JUSTIÇA E LEGALIDADE
TJRN suspende bloqueio de bens determinado pelo TCE-RN em Guamaré
Decisão do Plenário do TJRN reverte restrição que durava sete anos após constatar extrapolação do prazo legal estabelecido para cautelares.
O Plenário do Tribunal de Justiça do Rio Grande do Norte (TJRN) suspendeu uma decisão do Tribunal de Contas do Estado (TCE-RN) que mantinha, há mais de sete anos, a indisponibilidade de bens de um profissional investigado por irregularidades em uma licitação da Prefeitura de Guamaré. A corte entendeu que a continuidade da medida cautelar, sem nova fundamentação, ultrapassou o limite temporal permitido por lei, impactando diretamente o direito fundamental à propriedade e a dignidade do requerente.
O imbróglio jurídico iniciou-se com uma licitação para a construção de uma unidade dessalinizadora no município em 2015. Após denúncias, o TCE iniciou apurações em 2017 e, em maio de 2019, a 1ª Câmara do órgão impôs o bloqueio de bens no valor de R$ 971.910, afetando recursos financeiros e veículos do responsável técnico pelo projeto, que também teve seu nome incluído na Central Nacional de Indisponibilidade de Bens.
Ao julgar o mandado de segurança, o relator, juiz convocado Ricardo Tinôco, sublinhou que a legislação estadual impõe o prazo máximo de um ano para a vigência dessa medida cautelar. O magistrado enfatizou que, embora o Tribunal de Contas tenha competência para proteger o patrimônio público, tal prerrogativa possui natureza temporária e não autoriza a manutenção perpétua de restrições sem justificativas atuais.
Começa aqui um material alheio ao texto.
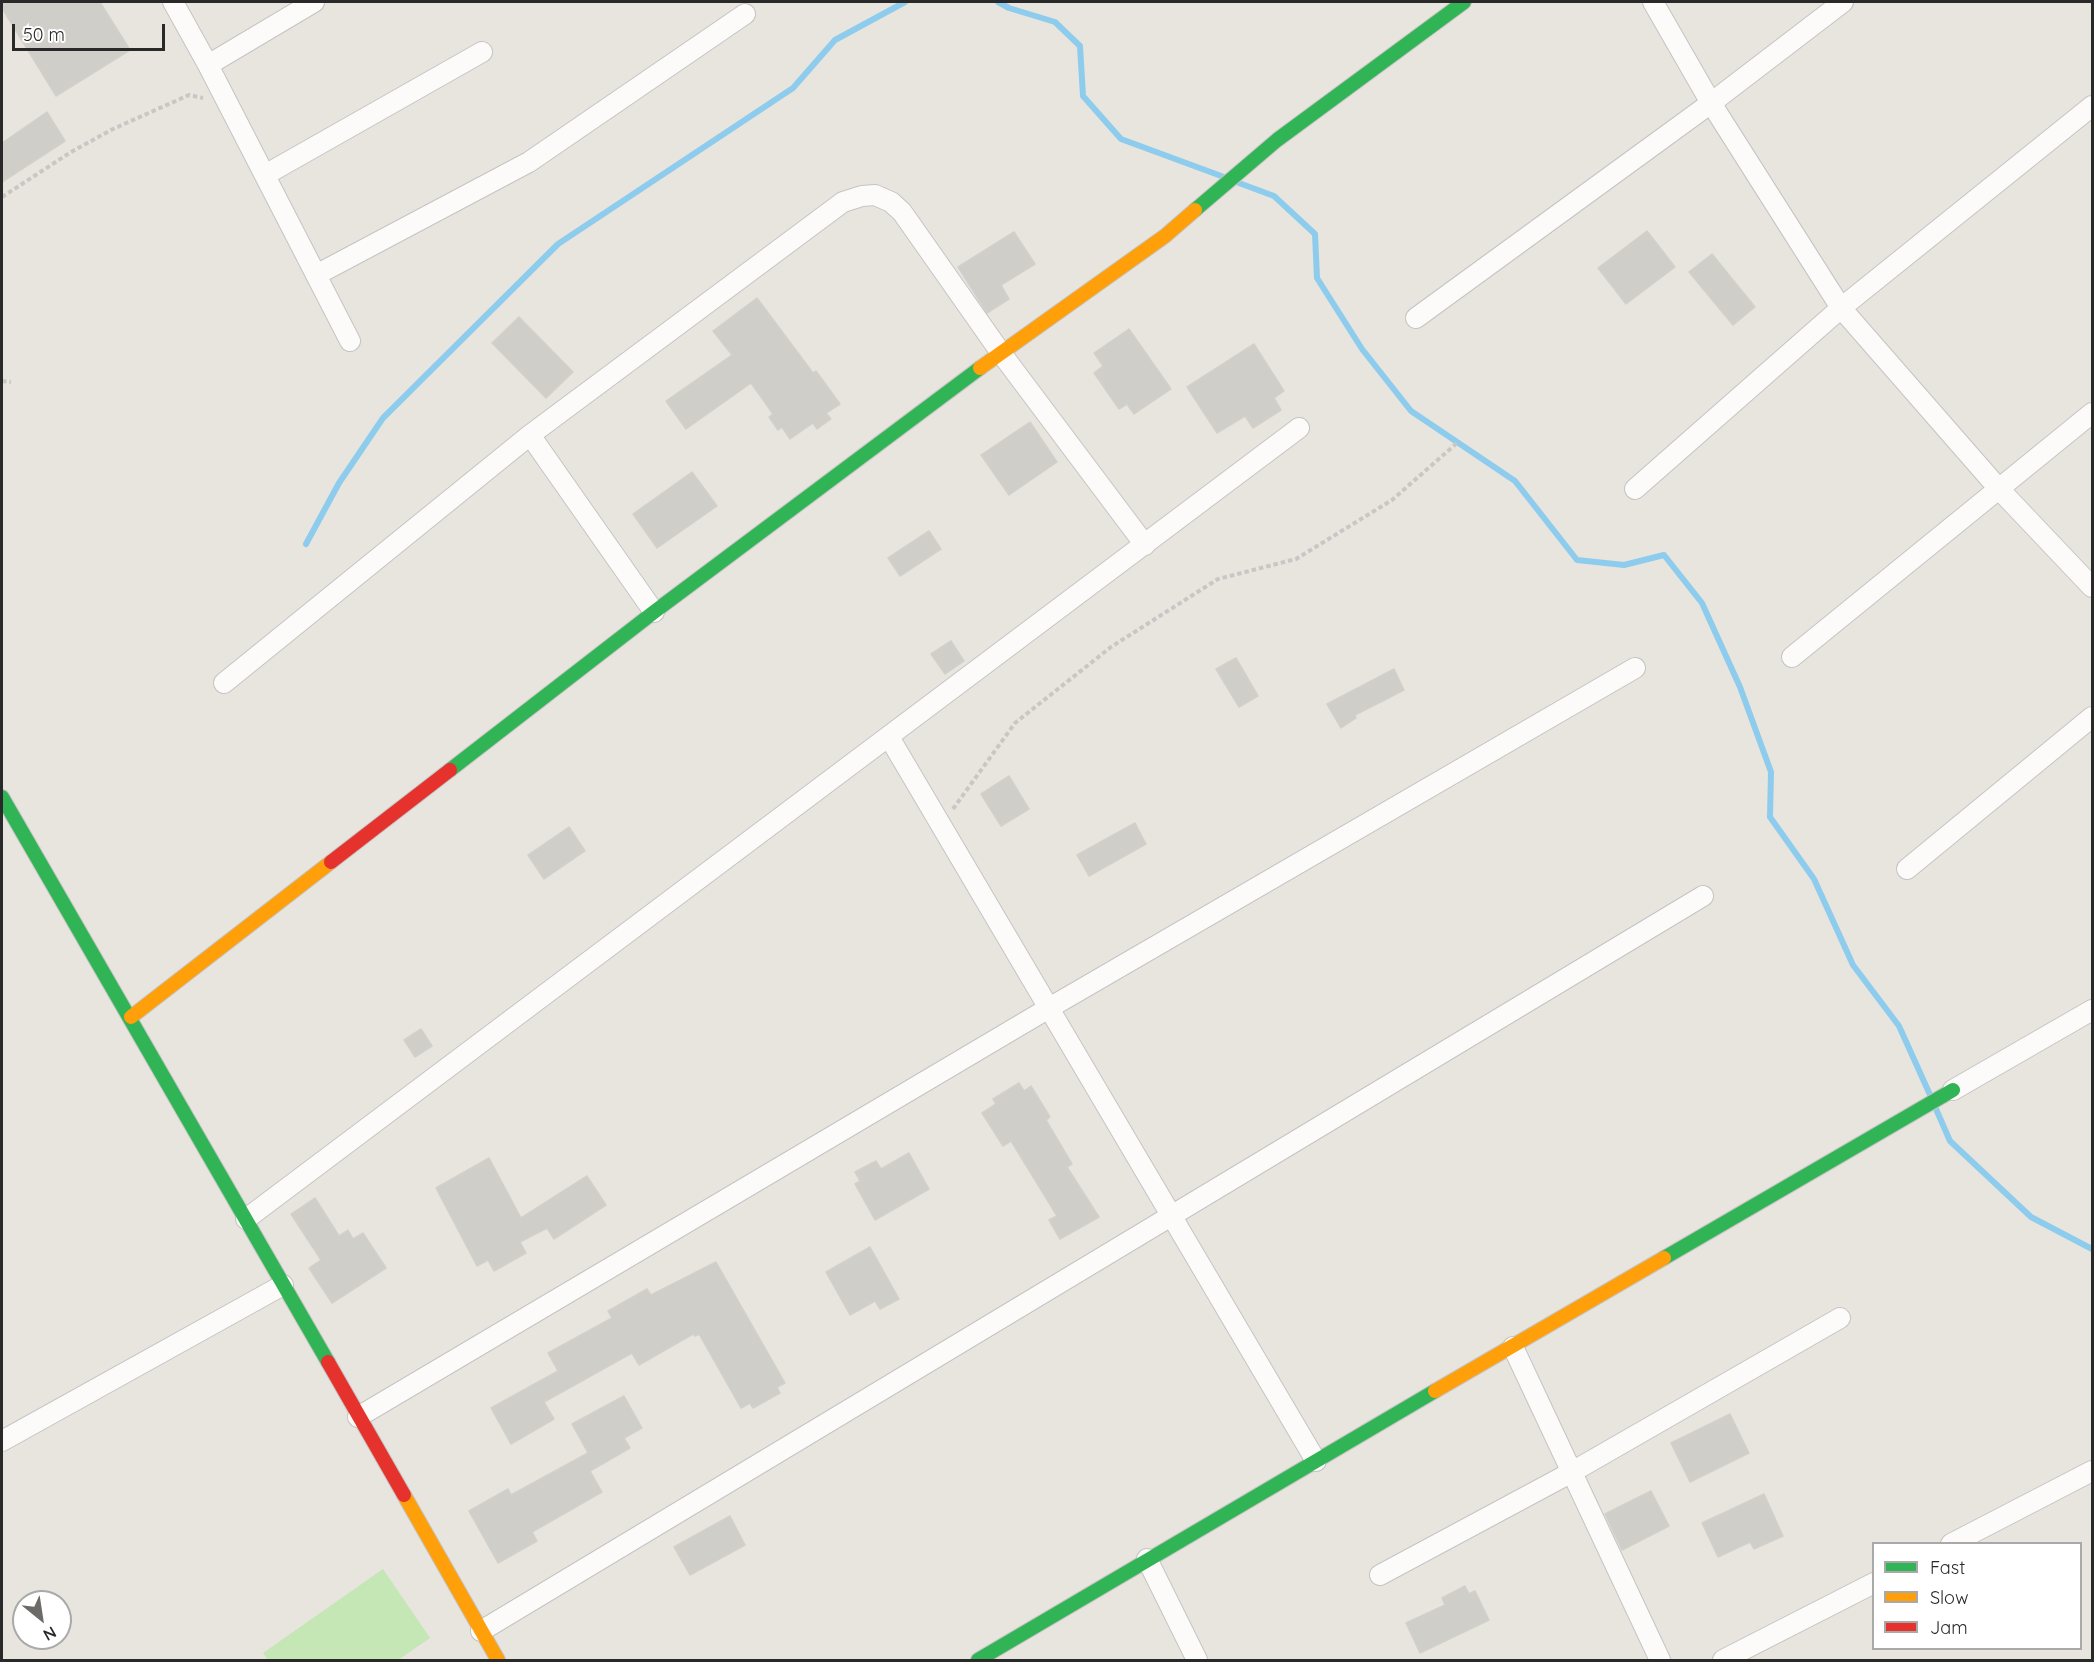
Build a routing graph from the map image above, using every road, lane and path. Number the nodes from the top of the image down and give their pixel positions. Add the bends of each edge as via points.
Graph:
1 (173, 2) edge
2 (314, 2) edge
3 (1464, 2) edge
4 (1653, 2) edge
5 (1843, 2) edge
6 (745, 14) dead end
7 (482, 52) dead end
8 (208, 65) junction
9 (227, 102) junction
10 (1712, 103) junction
11 (2092, 106) edge
12 (265, 175) junction
13 (2, 197) edge
14 (316, 275) junction
15 (1841, 308) junction
16 (1416, 318) dead end
17 (350, 341) dead end
18 (1001, 353) junction
19 (2, 381) edge
20 (11, 382) dead end
21 (2092, 413) edge
22 (1299, 428) dead end
23 (530, 435) junction
24 (1457, 443) dead end
25 (1635, 489) dead end
26 (1999, 489) junction
27 (1145, 544) junction
28 (2092, 587) edge
29 (654, 612) junction
30 (1792, 657) dead end
31 (1635, 668) dead end
32 (224, 683) dead end
33 (2092, 717) edge
34 (889, 736) junction
35 (2, 797) edge
36 (942, 826) junction
37 (1907, 868) dead end
38 (1703, 896) dead end
39 (1049, 1008) junction
40 (2092, 1010) edge
41 (131, 1017) junction
42 (1953, 1090) joint
43 (1171, 1215) junction
44 (246, 1219) junction
45 (283, 1285) junction
46 (1840, 1318) dead end
47 (1513, 1347) junction
48 (358, 1417) junction
49 (2, 1441) edge
50 (1316, 1461) junction
51 (2092, 1471) edge
52 (1572, 1472) junction
53 (1955, 1542) edge
54 (1147, 1559) junction
55 (1380, 1575) dead end
56 (1872, 1584) edge
57 (481, 1631) junction
58 (498, 1660) edge
59 (978, 1660) edge
60 (1197, 1660) edge
61 (1660, 1660) edge
62 (1723, 1660) edge

1 - 8 street
2 - 8 street
3 - 18 street via 1277,140 1165,236
4 - 10 street
5 - 10 street
6 - 14 street via 529,162
7 - 12 street
8 - 9 street
9 - 12 street
9 - 13 path via 189,95 79,147
10 - 15 street
10 - 16 street
11 - 15 street
12 - 14 street
14 - 17 street
15 - 25 street
15 - 26 street
18 - 23 street via 902,212 876,195 862,196 843,202
18 - 27 street
18 - 29 street
19 - 20 path
21 - 26 street
22 - 27 street
23 - 29 street
23 - 32 street
24 - 36 path via 1392,500 1296,559 1218,579 1111,647 1015,723
26 - 28 street
26 - 30 street
27 - 34 street
29 - 41 street
31 - 39 street
33 - 37 street
34 - 36 street
34 - 44 street
35 - 41 street
36 - 39 street
38 - 43 street
39 - 43 street
39 - 48 street
40 - 42 street
41 - 44 street
42 - 47 street
43 - 50 street
43 - 57 street
44 - 45 street
45 - 48 street
45 - 49 street
46 - 52 street
47 - 50 street
47 - 52 street
48 - 57 street
50 - 54 street
51 - 53 street
52 - 55 street
52 - 61 street
54 - 59 street
54 - 60 street
56 - 62 street
57 - 58 street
O Tribunal também afastou a tese de perda de prazo para contestação, reforçando que a ilegalidade da retenção de bens se renova enquanto a restrição persistir. A decisão do TJRN estabelece que qualquer nova medida de indisponibilidade deve, obrigatoriamente, ser submetida ao crivo do Poder Judiciário e seguir os requisitos legais vigentes. O mérito da questão principal, referente às supostas irregularidades, segue sendo objeto de análise pelos órgãos competentes.